According to various sources, such as Wikipedia and various .edu websites found by Google, the most common ways for a hash table to resolve collisions are linear or quadratic probing and chaining. Randomized probing is briefly mentioned but not given much attention. I ve implemented a hash table that uses randomized probing to resolve collisions. Assuming there is a collision, resolution works as follows:
- The full (32-bit) hash of an object is used to seed a linear congruential random number generator.
- The generator generates 32-bit numbers and the modulus is taken to determine where in the hash table to probe next.

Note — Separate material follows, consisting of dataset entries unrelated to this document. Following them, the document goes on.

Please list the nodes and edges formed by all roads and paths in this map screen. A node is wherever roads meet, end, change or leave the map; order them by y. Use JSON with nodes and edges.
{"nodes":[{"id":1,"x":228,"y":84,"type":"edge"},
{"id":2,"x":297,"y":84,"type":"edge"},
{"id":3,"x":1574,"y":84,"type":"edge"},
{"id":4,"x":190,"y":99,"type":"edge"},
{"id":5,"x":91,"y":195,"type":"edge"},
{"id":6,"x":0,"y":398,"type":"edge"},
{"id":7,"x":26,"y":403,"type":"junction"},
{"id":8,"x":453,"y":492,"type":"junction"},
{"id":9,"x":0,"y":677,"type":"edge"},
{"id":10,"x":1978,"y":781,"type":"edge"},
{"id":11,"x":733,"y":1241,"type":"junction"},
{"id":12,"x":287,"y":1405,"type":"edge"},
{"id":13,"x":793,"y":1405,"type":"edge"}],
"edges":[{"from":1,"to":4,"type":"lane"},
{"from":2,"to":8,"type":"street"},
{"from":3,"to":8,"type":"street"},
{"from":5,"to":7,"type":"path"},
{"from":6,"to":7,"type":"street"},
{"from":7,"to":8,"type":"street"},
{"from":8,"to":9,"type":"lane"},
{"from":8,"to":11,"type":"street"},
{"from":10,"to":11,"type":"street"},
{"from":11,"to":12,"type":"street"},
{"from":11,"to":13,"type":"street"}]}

This has the very nice property that, regardless of how many hash collisions there are in modulus space, lookup and insertion times are expected to be O(1) as long as there are few collisions in full 32-bit hash space. Because the probe sequence is pseudo-random, no clustering behavior results from modulus space collisions, unlike with linear probing. Because the entire system is open-addressed and doesn t use linked lists anywhere, you don t need to perform a memory allocation on each insertion, unlike chaining.
Furthermore, because the size of the hash is usually the size of the address space (32 bits on 32-bit machines), it is simply impossible to fit enough items in address space to cause large numbers of hash collisions in full 32-bit hash space under a good hashing scheme.
Why, then, is randomized probing such an unpopular collision resolution strategy?